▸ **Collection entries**
____________________
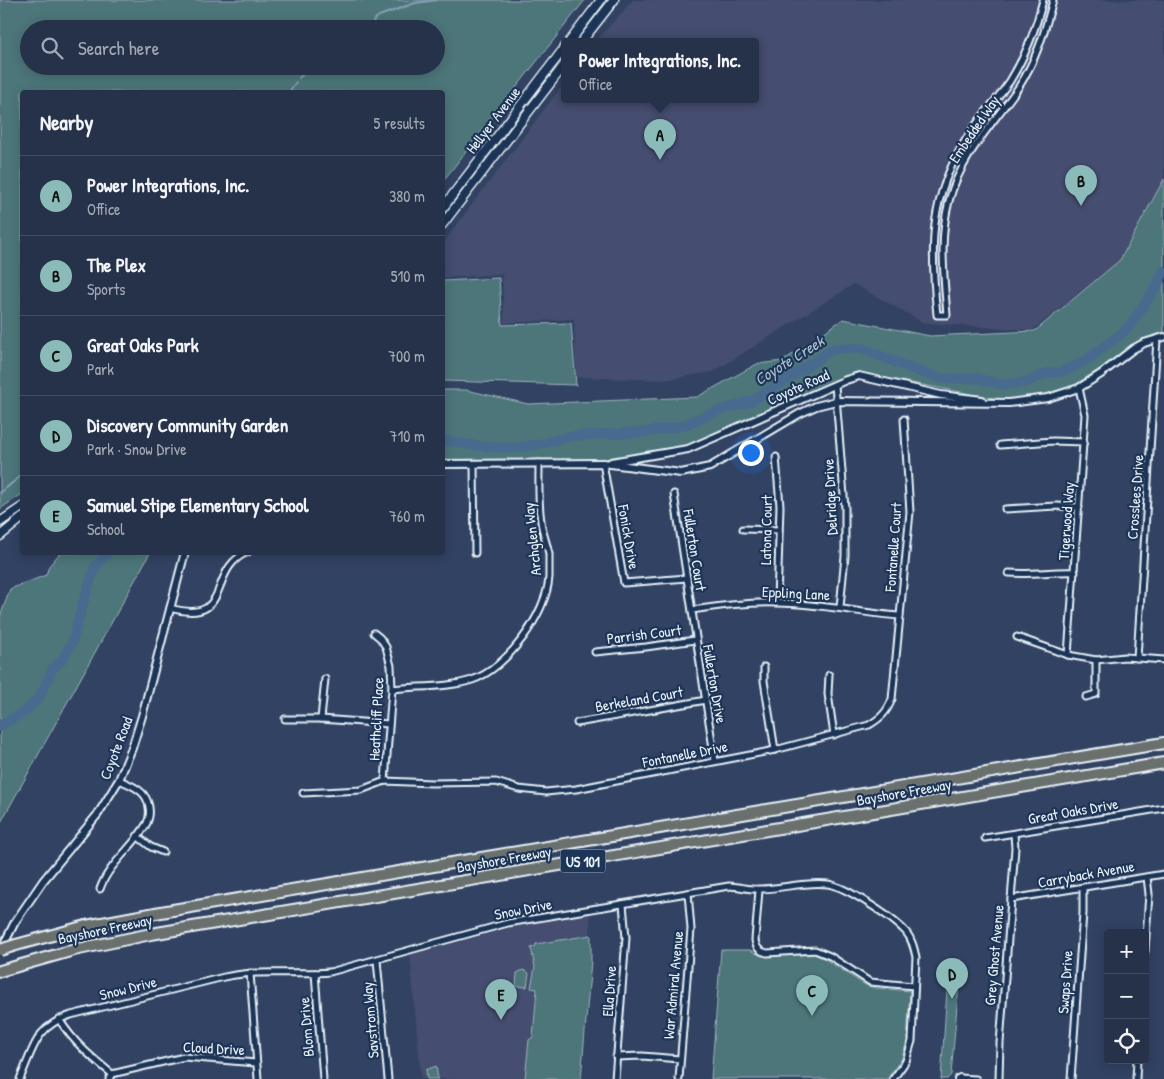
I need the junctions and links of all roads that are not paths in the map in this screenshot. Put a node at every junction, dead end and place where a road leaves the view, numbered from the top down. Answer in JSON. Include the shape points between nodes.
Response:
{"nodes":[{"id":1,"x":601,"y":0,"type":"edge"},
{"id":2,"x":614,"y":0,"type":"edge"},
{"id":3,"x":1043,"y":0,"type":"edge"},
{"id":4,"x":1053,"y":0,"type":"edge"},
{"id":5,"x":572,"y":38,"type":"edge"},
{"id":6,"x":584,"y":38,"type":"edge"},
{"id":7,"x":561,"y":52,"type":"edge"},
{"id":8,"x":561,"y":69,"type":"edge"},
{"id":9,"x":506,"y":124,"type":"junction"},
{"id":10,"x":515,"y":130,"type":"junction"},
{"id":11,"x":445,"y":205,"type":"edge"},
{"id":12,"x":445,"y":221,"type":"edge"},
{"id":13,"x":1161,"y":338,"type":"edge"},
{"id":14,"x":834,"y":385,"type":"junction"},
{"id":15,"x":1079,"y":388,"type":"junction"},
{"id":16,"x":836,"y":401,"type":"junction"},
{"id":17,"x":1008,"y":403,"type":"junction"},
{"id":18,"x":904,"y":419,"type":"dead end"},
{"id":19,"x":1084,"y":442,"type":"junction"},
{"id":20,"x":1000,"y":445,"type":"dead end"},
{"id":21,"x":776,"y":457,"type":"dead end"},
{"id":22,"x":445,"y":464,"type":"edge"},
{"id":23,"x":474,"y":464,"type":"junction"},
{"id":24,"x":539,"y":464,"type":"junction"},
{"id":25,"x":603,"y":464,"type":"junction"},
{"id":26,"x":674,"y":494,"type":"dead end"},
{"id":27,"x":1079,"y":507,"type":"junction"},
{"id":28,"x":20,"y":508,"type":"edge"},
{"id":29,"x":1005,"y":509,"type":"dead end"},
{"id":30,"x":20,"y":520,"type":"edge"},
{"id":31,"x":0,"y":522,"type":"edge"},
{"id":32,"x":743,"y":529,"type":"dead end"},
{"id":33,"x":779,"y":530,"type":"junction"},
{"id":34,"x":0,"y":536,"type":"edge"},
{"id":35,"x":475,"y":552,"type":"dead end"},
{"id":36,"x":185,"y":555,"type":"edge"},
{"id":37,"x":244,"y":555,"type":"edge"},
{"id":38,"x":1075,"y":572,"type":"junction"},
{"id":39,"x":1009,"y":573,"type":"dead end"},
{"id":40,"x":687,"y":578,"type":"junction"},
{"id":41,"x":777,"y":602,"type":"junction"},
{"id":42,"x":170,"y":608,"type":"junction"},
{"id":43,"x":840,"y":608,"type":"junction"},
{"id":44,"x":692,"y":610,"type":"junction"},
{"id":45,"x":900,"y":616,"type":"junction"},
{"id":46,"x":374,"y":633,"type":"dead end"},
{"id":47,"x":1016,"y":637,"type":"dead end"},
{"id":48,"x":695,"y":640,"type":"junction"},
{"id":49,"x":595,"y":652,"type":"dead end"},
{"id":50,"x":1068,"y":655,"type":"junction"},
{"id":51,"x":1137,"y":658,"type":"junction"},
{"id":52,"x":1096,"y":660,"type":"junction"},
{"id":53,"x":1164,"y":660,"type":"edge"},
{"id":54,"x":764,"y":667,"type":"dead end"},
{"id":55,"x":829,"y":675,"type":"dead end"},
{"id":56,"x":325,"y":679,"type":"dead end"},
{"id":57,"x":392,"y":689,"type":"junction"},
{"id":58,"x":1086,"y":697,"type":"dead end"},
{"id":59,"x":706,"y":700,"type":"junction"},
{"id":60,"x":286,"y":719,"type":"dead end"},
{"id":61,"x":322,"y":719,"type":"junction"},
{"id":62,"x":577,"y":723,"type":"dead end"},
{"id":63,"x":389,"y":724,"type":"junction"},
{"id":64,"x":834,"y":735,"type":"junction"},
{"id":65,"x":1164,"y":743,"type":"edge"},
{"id":66,"x":774,"y":750,"type":"junction"},
{"id":67,"x":715,"y":761,"type":"junction"},
{"id":68,"x":1164,"y":763,"type":"edge"},
{"id":69,"x":119,"y":780,"type":"junction"},
{"id":70,"x":385,"y":781,"type":"junction"},
{"id":71,"x":303,"y":793,"type":"dead end"},
{"id":72,"x":1164,"y":808,"type":"edge"},
{"id":73,"x":1014,"y":834,"type":"junction"},
{"id":74,"x":137,"y":836,"type":"junction"},
{"id":75,"x":985,"y":838,"type":"dead end"},
{"id":76,"x":163,"y":852,"type":"dead end"},
{"id":77,"x":1164,"y":874,"type":"edge"},
{"id":78,"x":1146,"y":877,"type":"junction"},
{"id":79,"x":1083,"y":887,"type":"junction"},
{"id":80,"x":100,"y":889,"type":"dead end"},
{"id":81,"x":759,"y":890,"type":"junction"},
{"id":82,"x":688,"y":894,"type":"junction"},
{"id":83,"x":1011,"y":899,"type":"junction"},
{"id":84,"x":623,"y":904,"type":"junction"},
{"id":85,"x":1147,"y":929,"type":"edge"},
{"id":86,"x":0,"y":950,"type":"edge"},
{"id":87,"x":376,"y":960,"type":"junction"},
{"id":88,"x":2,"y":971,"type":"edge"},
{"id":89,"x":250,"y":973,"type":"junction"},
{"id":90,"x":315,"y":974,"type":"junction"},
{"id":91,"x":914,"y":986,"type":"junction"},
{"id":92,"x":59,"y":1019,"type":"junction"},
{"id":93,"x":616,"y":1057,"type":"junction"},
{"id":94,"x":680,"y":1059,"type":"junction"},
{"id":95,"x":256,"y":1063,"type":"junction"},
{"id":96,"x":1137,"y":1064,"type":"edge"},
{"id":97,"x":110,"y":1076,"type":"edge"},
{"id":98,"x":20,"y":1079,"type":"edge"},
{"id":99,"x":258,"y":1079,"type":"edge"},
{"id":100,"x":323,"y":1079,"type":"edge"},
{"id":101,"x":388,"y":1079,"type":"edge"},
{"id":102,"x":615,"y":1079,"type":"edge"},
{"id":103,"x":678,"y":1079,"type":"edge"},
{"id":104,"x":893,"y":1079,"type":"edge"},
{"id":105,"x":959,"y":1079,"type":"edge"},
{"id":106,"x":976,"y":1079,"type":"edge"},
{"id":107,"x":999,"y":1079,"type":"edge"},
{"id":108,"x":1071,"y":1079,"type":"edge"},
{"id":109,"x":1136,"y":1079,"type":"edge"}],
"edges":[{"from":1,"to":5,"type":"main road"},
{"from":2,"to":6,"type":"main road"},
{"from":3,"to":4,"type":"street","name":"Embedded Way","via":[[1025,55],[1009,82],[966,138],[946,178],[936,213],[932,256],[937,315],[947,315],[943,239],[956,181],[975,144],[1018,87],[1034,59]]},
{"from":7,"to":9,"type":"main road","name":"Hellyer Avenue"},
{"from":8,"to":10,"type":"main road","name":"Hellyer Avenue"},
{"from":9,"to":10,"type":"main road"},
{"from":9,"to":11,"type":"main road","name":"Hellyer Avenue"},
{"from":10,"to":12,"type":"main road","name":"Hellyer Avenue"},
{"from":13,"to":15,"type":"street","name":"Coyote Road","via":[[1132,349]]},
{"from":13,"to":51,"type":"street","name":"Crosslees Drive"},
{"from":14,"to":16,"type":"street","name":"Delridge Drive"},
{"from":14,"to":17,"type":"street","name":"Coyote Road","via":[[859,376],[942,394]]},
{"from":14,"to":25,"type":"street","name":"Coyote Road","via":[[688,450]]},
{"from":15,"to":17,"type":"street","name":"Coyote Road","via":[[1048,398]]},
{"from":15,"to":19,"type":"street","name":"Tigerwood Way","via":[[1085,415]]},
{"from":16,"to":17,"type":"street","name":"Coyote Road"},
{"from":16,"to":25,"type":"street","name":"Coyote Road","via":[[799,414],[710,467],[681,473]]},
{"from":16,"to":43,"type":"street","name":"Delridge Drive","via":[[845,508]]},
{"from":18,"to":45,"type":"street","name":"Fontanelle Court","via":[[910,512]]},
{"from":19,"to":20,"type":"street"},
{"from":19,"to":27,"type":"street","name":"Tigerwood Way"},
{"from":21,"to":33,"type":"street","name":"Latona Court"},
{"from":22,"to":23,"type":"street","name":"Coyote Road"},
{"from":23,"to":24,"type":"street","name":"Coyote Road"},
{"from":23,"to":35,"type":"street"},
{"from":24,"to":25,"type":"street","name":"Coyote Road"},
{"from":24,"to":57,"type":"street","name":"Archglen Way","via":[[540,519],[548,554],[549,579],[538,616],[500,663],[487,673],[473,680]]},
{"from":25,"to":40,"type":"street","name":"Fonick Drive","via":[[624,583]]},
{"from":26,"to":40,"type":"street","name":"Fullerton Court"},
{"from":27,"to":29,"type":"street"},
{"from":27,"to":38,"type":"street","name":"Tigerwood Way"},
{"from":28,"to":31,"type":"main road"},
{"from":30,"to":34,"type":"main road"},
{"from":32,"to":33,"type":"street"},
{"from":33,"to":41,"type":"street","name":"Latona Court"},
{"from":36,"to":42,"type":"street","name":"Coyote Road"},
{"from":37,"to":42,"type":"street","via":[[230,564],[216,597],[204,609],[191,613]]},
{"from":38,"to":39,"type":"street"},
{"from":38,"to":50,"type":"street","name":"Tigerwood Way"},
{"from":40,"to":44,"type":"street","name":"Fullerton Court"},
{"from":41,"to":43,"type":"street","name":"Eppling Lane"},
{"from":41,"to":44,"type":"street","name":"Eppling Lane"},
{"from":42,"to":69,"type":"street","name":"Coyote Road","via":[[132,748]]},
{"from":43,"to":45,"type":"street","name":"Eppling Lane"},
{"from":44,"to":48,"type":"street","name":"Fullerton Drive"},
{"from":45,"to":64,"type":"street","name":"Fontanelle Drive","via":[[892,699],[888,710],[869,725]]},
{"from":46,"to":57,"type":"street","name":"Heathcliff Place","via":[[386,647]]},
{"from":47,"to":50,"type":"street"},
{"from":48,"to":49,"type":"street","name":"Parrish Court"},
{"from":48,"to":59,"type":"street","name":"Fullerton Drive"},
{"from":50,"to":52,"type":"street"},
{"from":51,"to":52,"type":"street"},
{"from":51,"to":53,"type":"street"},
{"from":52,"to":58,"type":"street","via":[[1096,694]]},
{"from":54,"to":66,"type":"street"},
{"from":55,"to":64,"type":"street","via":[[828,694]]},
{"from":56,"to":61,"type":"street"},
{"from":57,"to":63,"type":"street","name":"Heathcliff Place"},
{"from":59,"to":62,"type":"street","name":"Berkeland Court"},
{"from":59,"to":67,"type":"street","name":"Fullerton Drive"},
{"from":60,"to":61,"type":"street"},
{"from":61,"to":63,"type":"street"},
{"from":63,"to":70,"type":"street","name":"Heathcliff Place"},
{"from":64,"to":66,"type":"street","name":"Fontanelle Drive"},
{"from":65,"to":86,"type":"highway","name":"Bayshore Freeway","number":"US 101","bridge":true,"via":[[160,912],[86,926]]},
{"from":66,"to":67,"type":"street","name":"Fontanelle Drive"},
{"from":67,"to":70,"type":"street","name":"Fontanelle Drive","via":[[546,792],[496,782]]},
{"from":68,"to":88,"type":"highway","name":"Bayshore Freeway","number":"US 101","via":[[151,934],[74,950]]},
{"from":69,"to":74,"type":"street","via":[[140,791],[149,807],[147,823]]},
{"from":69,"to":86,"type":"street","name":"Coyote Road","via":[[98,814],[43,881]]},
{"from":70,"to":71,"type":"street","via":[[361,790]]},
{"from":72,"to":73,"type":"street","name":"Great Oaks Drive"},
{"from":73,"to":75,"type":"street","name":"Great Oaks Drive"},
{"from":73,"to":83,"type":"street","name":"Grey Ghost Avenue"},
{"from":74,"to":76,"type":"street"},
{"from":74,"to":80,"type":"street"},
{"from":77,"to":78,"type":"street","name":"Carryback Avenue"},
{"from":78,"to":79,"type":"street","name":"Carryback Avenue"},
{"from":78,"to":85,"type":"street","via":[[1149,894]]},
{"from":79,"to":83,"type":"street","name":"Carryback Avenue"},
{"from":79,"to":108,"type":"street","name":"Swaps Drive"},
{"from":81,"to":82,"type":"street","name":"Snow Drive","via":[[728,886]]},
{"from":81,"to":91,"type":"street","name":"Snow Drive","via":[[821,883],[850,891],[906,932],[916,957]]},
{"from":81,"to":91,"type":"street","via":[[754,940],[761,952],[815,950],[870,982]]},
{"from":82,"to":84,"type":"street","name":"Snow Drive"},
{"from":82,"to":94,"type":"street","name":"War Admiral Avenue","via":[[691,928]]},
{"from":83,"to":107,"type":"street","name":"Grey Ghost Avenue"},
{"from":84,"to":87,"type":"street","name":"Snow Drive","via":[[508,923]]},
{"from":84,"to":93,"type":"street","name":"Ella Drive","via":[[626,938]]},
{"from":87,"to":90,"type":"street","name":"Snow Drive"},
{"from":87,"to":101,"type":"street","name":"Savstrom Way"},
{"from":89,"to":90,"type":"street","name":"Snow Drive"},
{"from":89,"to":92,"type":"street","name":"Snow Drive"},
{"from":89,"to":95,"type":"street"},
{"from":90,"to":100,"type":"street","name":"Blom Drive"},
{"from":91,"to":104,"type":"street","name":"Snow Drive","via":[[912,1041],[906,1060]]},
{"from":92,"to":97,"type":"street","via":[[75,1042]]},
{"from":92,"to":98,"type":"street","name":"Snow Drive","via":[[40,1034]]},
{"from":93,"to":94,"type":"street"},
{"from":93,"to":102,"type":"street","name":"Ella Drive"},
{"from":94,"to":103,"type":"street","name":"War Admiral Avenue"},
{"from":95,"to":97,"type":"street","name":"Cloud Drive","via":[[184,1057]]},
{"from":95,"to":99,"type":"street"},
{"from":96,"to":109,"type":"street"},
{"from":105,"to":106,"type":"street"}]}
____________________
▸ **Required action**
In the data above, find each line where the string "Oaks" appears, then copy it.

▸ **Task result**
{"from":72,"to":73,"type":"street","name":"Great Oaks Drive"},
{"from":73,"to":75,"type":"street","name":"Great Oaks Drive"},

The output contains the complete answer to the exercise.